OBJECTIVE: There is emerging evidence from animal studies suggesting a key role for methylation in the pathogenesis of essential hypertension. However, to date, very few studies have investigated the role of methylation in the development of human hypertension, and none has taken a genome-wide approach. Based on the recent studies that highlight the involvement of inflammation in the development of hypertension, we hypothesize that changes in DNA methylation of leukocytes are involved in the pathogenesis of hypertension.

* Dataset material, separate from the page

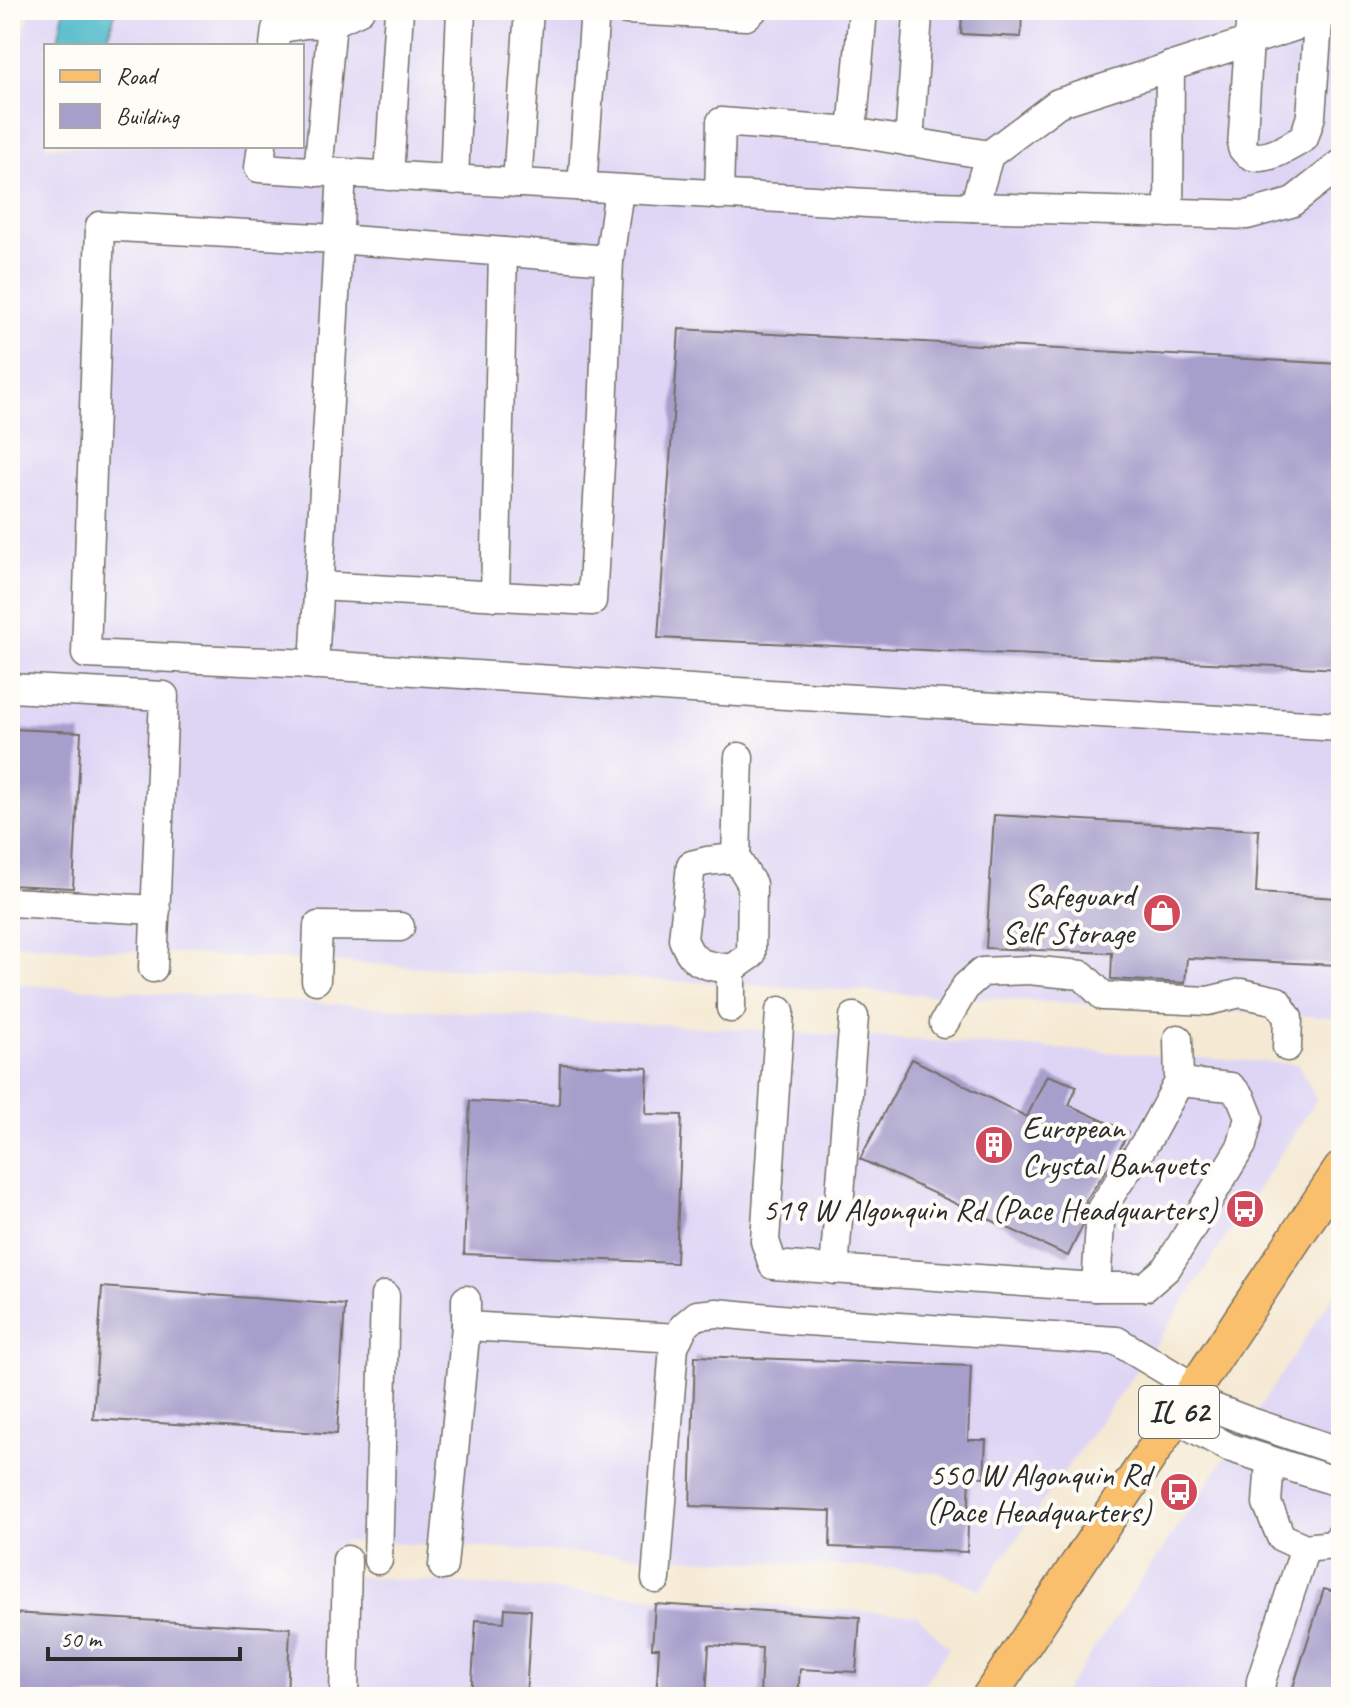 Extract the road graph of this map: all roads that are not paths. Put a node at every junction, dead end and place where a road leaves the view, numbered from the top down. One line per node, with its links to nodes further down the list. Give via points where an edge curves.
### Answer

METHOD & RESULTS: We conducted a genome-wide methylation analysis on 8 hypertensive cases and 8 normotensive age-matched controls aged 14-23 years and performed validation of the most significant CpG sites in 2 genes in an independent sample of 36 hypertensive cases and 60 normotensive controls aged 14-30 years. Validation of the CpG sites in the SULF1 gene was further conducted in a second replication sample of 36 hypertensive cases and 34 controls aged 15.8-40 years. A CpG site in the SULF1 gene showed higher methylation levels in cases than in healthy controls in the genome-wide step (p = 6.2×10(-5)), which was confirmed in the validation step (p = 0.011) for subjects ≤30 years old but was not significant for subjects of all ages combined (p = 0.095).

CONCLUSION: The identification of a difference in a blood leukocyte DNA methylation site between hypertensive cases and normotensive controls suggests that changes in DNA methylation may play an important role in the pathogenesis of hypertension. The age dependency of the effect further suggests complexity of epigenetic regulation in this age-related disease.